Budde and Lange, both ultimately Professors of Theology at Jena and Halle respectively, developed Thomasius's thought in a theological (pietist) direction. That is to say, both, and Lange more so than Budde, emphasized the need for revelation to a greater extent that Thomasius had done, as they also claimed that the source of evil was the will and that the root cause of evil was original sin. Though Thomasius could be found to hold these views as well, particularly during the completion of his Application of Moral Theory, their difference from Thomasius lies in the emphasis they placed on these views. Moreover, in his major work, Medicina Mentis, Lange devoted a great deal of attention to demonstrating how the ill or corrupt will and mind might be healed.
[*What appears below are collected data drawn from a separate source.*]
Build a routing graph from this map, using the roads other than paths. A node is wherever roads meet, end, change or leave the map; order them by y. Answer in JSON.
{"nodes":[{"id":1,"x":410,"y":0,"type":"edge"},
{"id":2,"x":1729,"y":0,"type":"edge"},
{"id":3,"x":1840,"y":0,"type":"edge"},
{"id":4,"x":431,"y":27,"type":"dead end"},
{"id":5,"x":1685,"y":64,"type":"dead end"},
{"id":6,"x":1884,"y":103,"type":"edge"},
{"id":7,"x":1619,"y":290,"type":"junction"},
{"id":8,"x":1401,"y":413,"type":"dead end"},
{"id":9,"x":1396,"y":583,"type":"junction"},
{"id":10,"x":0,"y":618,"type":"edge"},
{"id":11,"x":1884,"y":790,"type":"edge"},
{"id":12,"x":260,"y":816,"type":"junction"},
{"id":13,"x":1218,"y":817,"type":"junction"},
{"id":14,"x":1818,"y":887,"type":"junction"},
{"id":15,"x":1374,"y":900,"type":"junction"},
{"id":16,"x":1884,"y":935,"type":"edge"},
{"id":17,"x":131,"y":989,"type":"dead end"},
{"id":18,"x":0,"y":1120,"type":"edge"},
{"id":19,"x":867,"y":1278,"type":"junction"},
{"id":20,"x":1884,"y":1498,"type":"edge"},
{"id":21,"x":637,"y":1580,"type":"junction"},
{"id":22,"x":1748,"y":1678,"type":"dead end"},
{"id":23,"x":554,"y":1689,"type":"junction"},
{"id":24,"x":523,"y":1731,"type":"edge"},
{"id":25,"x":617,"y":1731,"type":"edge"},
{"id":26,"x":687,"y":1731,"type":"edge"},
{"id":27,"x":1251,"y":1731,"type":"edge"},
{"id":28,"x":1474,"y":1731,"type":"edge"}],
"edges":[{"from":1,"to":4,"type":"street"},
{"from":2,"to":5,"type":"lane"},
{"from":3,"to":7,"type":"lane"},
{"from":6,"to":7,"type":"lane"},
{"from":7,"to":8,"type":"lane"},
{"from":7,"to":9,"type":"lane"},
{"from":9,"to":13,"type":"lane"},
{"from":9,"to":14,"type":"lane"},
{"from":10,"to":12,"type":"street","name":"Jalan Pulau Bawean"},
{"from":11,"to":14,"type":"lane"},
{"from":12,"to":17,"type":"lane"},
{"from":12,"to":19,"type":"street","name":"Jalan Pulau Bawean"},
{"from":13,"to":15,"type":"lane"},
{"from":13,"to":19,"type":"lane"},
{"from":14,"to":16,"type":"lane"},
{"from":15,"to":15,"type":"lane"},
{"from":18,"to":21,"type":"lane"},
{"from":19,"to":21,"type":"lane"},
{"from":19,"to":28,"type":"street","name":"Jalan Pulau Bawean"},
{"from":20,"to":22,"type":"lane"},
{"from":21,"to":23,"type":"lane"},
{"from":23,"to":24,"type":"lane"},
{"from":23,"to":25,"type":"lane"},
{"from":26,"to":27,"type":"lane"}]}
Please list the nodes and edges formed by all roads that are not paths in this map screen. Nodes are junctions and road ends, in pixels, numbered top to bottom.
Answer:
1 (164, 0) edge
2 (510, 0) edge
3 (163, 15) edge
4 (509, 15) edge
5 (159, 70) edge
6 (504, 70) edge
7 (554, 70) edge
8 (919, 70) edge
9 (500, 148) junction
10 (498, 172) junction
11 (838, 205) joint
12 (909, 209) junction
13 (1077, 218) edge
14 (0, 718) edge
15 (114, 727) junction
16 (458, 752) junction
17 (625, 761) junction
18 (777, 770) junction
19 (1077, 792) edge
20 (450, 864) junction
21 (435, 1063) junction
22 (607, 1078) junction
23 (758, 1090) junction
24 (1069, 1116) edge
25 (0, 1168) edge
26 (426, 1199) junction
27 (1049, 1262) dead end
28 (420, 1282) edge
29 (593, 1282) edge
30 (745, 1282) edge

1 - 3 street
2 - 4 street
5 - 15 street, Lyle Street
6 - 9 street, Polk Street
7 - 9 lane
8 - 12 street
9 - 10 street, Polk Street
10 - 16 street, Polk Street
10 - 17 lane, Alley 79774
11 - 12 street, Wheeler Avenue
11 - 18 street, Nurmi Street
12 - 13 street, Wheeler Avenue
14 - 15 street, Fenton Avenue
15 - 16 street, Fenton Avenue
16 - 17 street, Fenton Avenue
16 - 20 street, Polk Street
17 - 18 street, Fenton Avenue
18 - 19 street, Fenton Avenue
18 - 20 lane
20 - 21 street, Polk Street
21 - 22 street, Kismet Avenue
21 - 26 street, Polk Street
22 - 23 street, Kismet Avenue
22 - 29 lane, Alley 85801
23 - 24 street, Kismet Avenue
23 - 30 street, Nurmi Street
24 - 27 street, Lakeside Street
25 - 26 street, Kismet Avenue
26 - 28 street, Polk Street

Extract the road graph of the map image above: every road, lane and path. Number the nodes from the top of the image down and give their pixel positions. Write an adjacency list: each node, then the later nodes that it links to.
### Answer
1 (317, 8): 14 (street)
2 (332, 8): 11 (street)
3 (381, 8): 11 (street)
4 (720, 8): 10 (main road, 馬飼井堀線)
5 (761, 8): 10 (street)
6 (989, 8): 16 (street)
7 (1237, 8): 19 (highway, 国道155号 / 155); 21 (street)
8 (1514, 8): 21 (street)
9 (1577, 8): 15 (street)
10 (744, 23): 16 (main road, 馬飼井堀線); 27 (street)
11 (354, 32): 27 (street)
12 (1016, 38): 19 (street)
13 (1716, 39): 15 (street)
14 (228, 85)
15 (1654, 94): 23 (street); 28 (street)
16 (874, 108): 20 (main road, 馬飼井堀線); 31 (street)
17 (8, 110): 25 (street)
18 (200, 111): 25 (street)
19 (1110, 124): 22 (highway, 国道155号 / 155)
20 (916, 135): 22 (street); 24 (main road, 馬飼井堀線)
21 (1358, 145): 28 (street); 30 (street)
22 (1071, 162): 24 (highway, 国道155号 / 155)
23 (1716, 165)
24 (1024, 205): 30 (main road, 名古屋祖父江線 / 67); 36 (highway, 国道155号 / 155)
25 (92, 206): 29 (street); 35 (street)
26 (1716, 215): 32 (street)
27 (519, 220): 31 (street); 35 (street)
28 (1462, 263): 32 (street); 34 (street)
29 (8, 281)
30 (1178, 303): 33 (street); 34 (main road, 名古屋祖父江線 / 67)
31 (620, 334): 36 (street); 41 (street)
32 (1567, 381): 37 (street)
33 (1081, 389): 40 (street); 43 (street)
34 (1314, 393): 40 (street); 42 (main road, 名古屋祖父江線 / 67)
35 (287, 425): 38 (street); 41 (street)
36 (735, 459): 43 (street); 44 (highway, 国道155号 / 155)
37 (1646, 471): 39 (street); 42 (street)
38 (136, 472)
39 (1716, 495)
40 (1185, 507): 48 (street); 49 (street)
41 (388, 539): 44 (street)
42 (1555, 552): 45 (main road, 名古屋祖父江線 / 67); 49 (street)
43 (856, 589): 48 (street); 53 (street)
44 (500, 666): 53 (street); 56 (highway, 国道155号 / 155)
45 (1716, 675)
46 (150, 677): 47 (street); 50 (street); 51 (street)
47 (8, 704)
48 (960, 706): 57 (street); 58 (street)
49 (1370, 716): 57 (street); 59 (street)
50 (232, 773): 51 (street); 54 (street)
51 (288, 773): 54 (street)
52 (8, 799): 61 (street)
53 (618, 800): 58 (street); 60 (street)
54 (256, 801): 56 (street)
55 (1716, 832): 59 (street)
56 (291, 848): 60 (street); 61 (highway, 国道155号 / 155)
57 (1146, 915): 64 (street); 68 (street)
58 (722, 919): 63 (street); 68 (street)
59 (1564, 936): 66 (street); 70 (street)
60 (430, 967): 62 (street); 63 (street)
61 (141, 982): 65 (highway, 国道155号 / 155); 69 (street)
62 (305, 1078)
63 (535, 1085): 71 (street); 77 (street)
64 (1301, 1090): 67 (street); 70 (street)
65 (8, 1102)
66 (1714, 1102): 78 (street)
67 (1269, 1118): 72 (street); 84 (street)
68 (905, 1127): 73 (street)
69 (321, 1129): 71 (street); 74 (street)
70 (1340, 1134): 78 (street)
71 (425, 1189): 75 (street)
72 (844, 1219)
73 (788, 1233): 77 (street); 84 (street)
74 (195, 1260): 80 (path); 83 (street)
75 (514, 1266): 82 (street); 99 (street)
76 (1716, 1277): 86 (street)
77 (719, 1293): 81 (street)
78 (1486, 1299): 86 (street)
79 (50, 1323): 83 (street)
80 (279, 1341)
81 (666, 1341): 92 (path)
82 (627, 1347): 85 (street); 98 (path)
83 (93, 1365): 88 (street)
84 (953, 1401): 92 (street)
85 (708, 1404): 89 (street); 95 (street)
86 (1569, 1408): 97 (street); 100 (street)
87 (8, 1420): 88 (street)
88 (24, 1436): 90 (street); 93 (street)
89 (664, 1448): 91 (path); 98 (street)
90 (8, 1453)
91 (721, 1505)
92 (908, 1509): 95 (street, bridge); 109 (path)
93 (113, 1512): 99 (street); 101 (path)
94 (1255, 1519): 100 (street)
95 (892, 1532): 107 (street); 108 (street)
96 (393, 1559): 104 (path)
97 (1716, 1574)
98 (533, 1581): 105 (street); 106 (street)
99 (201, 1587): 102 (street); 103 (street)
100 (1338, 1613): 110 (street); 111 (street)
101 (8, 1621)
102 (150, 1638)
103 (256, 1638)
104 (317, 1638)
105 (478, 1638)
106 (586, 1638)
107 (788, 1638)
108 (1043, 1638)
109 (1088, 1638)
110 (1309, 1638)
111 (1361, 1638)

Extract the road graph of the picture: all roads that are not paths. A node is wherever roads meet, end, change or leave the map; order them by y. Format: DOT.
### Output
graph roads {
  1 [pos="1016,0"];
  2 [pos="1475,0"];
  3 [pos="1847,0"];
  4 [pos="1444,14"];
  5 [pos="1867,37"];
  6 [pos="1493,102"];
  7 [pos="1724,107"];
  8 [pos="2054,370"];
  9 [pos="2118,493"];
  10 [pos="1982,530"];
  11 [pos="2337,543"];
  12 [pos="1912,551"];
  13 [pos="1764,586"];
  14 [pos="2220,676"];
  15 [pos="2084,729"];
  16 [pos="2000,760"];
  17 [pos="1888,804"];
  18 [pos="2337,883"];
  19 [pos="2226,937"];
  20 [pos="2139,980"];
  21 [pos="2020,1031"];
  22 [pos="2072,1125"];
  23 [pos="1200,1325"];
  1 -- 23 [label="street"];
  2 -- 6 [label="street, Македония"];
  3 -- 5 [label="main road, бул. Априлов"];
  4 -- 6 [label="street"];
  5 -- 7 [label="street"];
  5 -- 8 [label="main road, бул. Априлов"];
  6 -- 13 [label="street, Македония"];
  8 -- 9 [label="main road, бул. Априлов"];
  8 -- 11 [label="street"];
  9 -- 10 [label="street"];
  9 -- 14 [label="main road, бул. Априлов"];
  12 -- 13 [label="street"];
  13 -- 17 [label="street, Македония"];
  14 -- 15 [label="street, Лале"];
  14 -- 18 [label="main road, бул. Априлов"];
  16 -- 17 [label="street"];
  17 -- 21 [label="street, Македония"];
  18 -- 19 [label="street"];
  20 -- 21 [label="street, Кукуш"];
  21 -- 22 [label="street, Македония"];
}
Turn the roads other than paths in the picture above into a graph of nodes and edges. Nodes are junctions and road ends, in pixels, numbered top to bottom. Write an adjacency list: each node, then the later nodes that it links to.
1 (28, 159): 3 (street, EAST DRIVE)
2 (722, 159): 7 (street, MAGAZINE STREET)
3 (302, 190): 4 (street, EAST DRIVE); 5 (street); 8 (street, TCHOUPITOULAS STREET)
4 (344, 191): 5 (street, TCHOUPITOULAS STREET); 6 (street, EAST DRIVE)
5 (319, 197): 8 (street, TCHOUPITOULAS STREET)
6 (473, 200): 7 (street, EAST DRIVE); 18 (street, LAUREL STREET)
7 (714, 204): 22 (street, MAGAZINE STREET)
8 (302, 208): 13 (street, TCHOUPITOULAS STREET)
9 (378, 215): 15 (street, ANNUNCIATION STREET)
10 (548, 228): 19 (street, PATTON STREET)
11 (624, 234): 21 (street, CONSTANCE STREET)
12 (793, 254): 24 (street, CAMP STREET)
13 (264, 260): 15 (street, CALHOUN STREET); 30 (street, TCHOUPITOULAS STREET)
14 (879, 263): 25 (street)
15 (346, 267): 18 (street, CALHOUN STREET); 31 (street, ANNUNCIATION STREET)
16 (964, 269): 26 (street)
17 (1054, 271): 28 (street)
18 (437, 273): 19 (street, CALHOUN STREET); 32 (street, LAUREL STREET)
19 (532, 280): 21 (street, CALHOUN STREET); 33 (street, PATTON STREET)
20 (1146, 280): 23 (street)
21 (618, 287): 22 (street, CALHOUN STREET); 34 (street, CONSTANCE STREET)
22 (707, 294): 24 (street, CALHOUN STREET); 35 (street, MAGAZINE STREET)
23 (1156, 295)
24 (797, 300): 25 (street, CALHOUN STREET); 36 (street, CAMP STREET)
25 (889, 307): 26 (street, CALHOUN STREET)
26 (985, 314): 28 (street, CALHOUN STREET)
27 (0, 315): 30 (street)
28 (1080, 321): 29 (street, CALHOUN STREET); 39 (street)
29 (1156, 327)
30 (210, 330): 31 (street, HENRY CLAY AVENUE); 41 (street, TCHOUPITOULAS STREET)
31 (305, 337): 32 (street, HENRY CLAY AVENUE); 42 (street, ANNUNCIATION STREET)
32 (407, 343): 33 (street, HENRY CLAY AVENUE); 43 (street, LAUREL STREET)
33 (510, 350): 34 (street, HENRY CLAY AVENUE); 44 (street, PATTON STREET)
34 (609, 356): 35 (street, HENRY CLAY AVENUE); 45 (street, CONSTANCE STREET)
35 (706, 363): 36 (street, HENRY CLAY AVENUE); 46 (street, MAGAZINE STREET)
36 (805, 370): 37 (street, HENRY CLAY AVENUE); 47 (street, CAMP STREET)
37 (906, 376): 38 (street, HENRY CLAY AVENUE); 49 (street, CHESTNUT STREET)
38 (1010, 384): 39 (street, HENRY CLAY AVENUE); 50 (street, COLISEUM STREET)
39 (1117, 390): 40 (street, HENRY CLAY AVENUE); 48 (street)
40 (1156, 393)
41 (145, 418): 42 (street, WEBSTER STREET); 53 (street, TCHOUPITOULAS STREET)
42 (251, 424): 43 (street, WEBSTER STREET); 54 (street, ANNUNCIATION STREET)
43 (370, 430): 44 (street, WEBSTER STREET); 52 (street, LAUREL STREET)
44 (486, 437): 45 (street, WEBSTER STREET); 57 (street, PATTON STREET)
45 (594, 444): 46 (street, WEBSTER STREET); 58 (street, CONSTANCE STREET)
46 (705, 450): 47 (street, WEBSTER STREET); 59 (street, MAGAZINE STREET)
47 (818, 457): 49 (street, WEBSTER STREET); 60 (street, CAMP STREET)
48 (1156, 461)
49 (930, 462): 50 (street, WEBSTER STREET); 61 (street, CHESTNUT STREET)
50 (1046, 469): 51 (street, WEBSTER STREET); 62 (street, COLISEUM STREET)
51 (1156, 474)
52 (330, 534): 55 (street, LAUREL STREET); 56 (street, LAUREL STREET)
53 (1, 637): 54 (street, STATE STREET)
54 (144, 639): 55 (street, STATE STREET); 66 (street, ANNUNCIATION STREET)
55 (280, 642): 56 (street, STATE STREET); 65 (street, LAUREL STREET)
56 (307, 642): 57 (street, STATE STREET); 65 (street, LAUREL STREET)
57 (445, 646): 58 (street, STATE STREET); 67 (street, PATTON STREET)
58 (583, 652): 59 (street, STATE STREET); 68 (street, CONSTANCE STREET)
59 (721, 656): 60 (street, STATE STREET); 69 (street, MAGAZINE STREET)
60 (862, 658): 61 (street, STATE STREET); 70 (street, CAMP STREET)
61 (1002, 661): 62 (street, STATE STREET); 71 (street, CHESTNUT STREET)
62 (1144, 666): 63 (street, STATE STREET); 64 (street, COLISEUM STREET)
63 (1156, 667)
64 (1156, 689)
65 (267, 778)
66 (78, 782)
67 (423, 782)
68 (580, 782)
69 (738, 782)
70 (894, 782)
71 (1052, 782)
It is interesting that there were differences not just from the theological dimension of Thomasius's thought, but also in the philosophical respect. Here it is particularly noteworthy that in his philosophical texts Budde sought a systematic whole and was not content to adopt Thomasius's more eclectic style. Though he claimed to be an eclectic, he thought this did not entail that he could not provide a unified whole. That whole is provided by his three books in philosophy. The theoretical philosophy can be found in the Institutiones Philosophiae Eclecticae that appeared in two parts in Halle in 1703. The two parts are the “Elementa philosophiae theoreticae,” roughly a metaphysics, and the “Elementa philosophiae instrumentalis,” Budde's logic. Along with the earlier work in practical philosophy, theElementae Philosophiae Practicae, originally published in 1697 but significantly revised for the 1703 edition, these texts constitute Budde's philosophical system.
Rüdiger, Hoffmann, and Crusius were related through teacher-student relationships with Rüdiger teaching Hoffmann who then taught Crusius. See below (Disputes) for an account of the role they, and Crusius in particular, played in the disagreement of the Thomasians with Wolff.
3.3 The Wolffians
Wolff's enlightenment rationalism had made a decisive impact on the philosophical scene in Germany in the 1720s. Over the middle years of the 18thcentury, and against objections from both Thomasians and pietism, Wolffianism took hold, at least for a time. Certainly, the events that led to his expulsion from Halle contributed to his notoriety and fame. Philosophers took up his cause in virtually all the universities in Eastern and Northern Germany, occasionally developing his philosophical system in different directions. Among the chief representatives of Wolffianism were, in Leipzig, J. C. Gottsched (1700-1766), in Frankfurt am Main, Alexander Gottlieb Baumgarten (1714-62) and H. F. Meier, who were instrumental in founding Aesthetics, in Königsberg, Kant's teacher Martin Knutsen (1713-51). Wolffianism also played a central role in the early criticisms of Kant's critical philosophy. There it was represented primarily by Eberhard, Maaß, and Schwab and in the major review journal at the time, Nicolai's Allgemeine deutsche Bibliothek. (See Allison, The Kant-Eberhard Controversy). There can be no question that Wolffianism dominated German universities during the 1720s to the 1740s, though it disintegrated to some extent soon after his death in 1754 with, among other things, the development of aesthetics.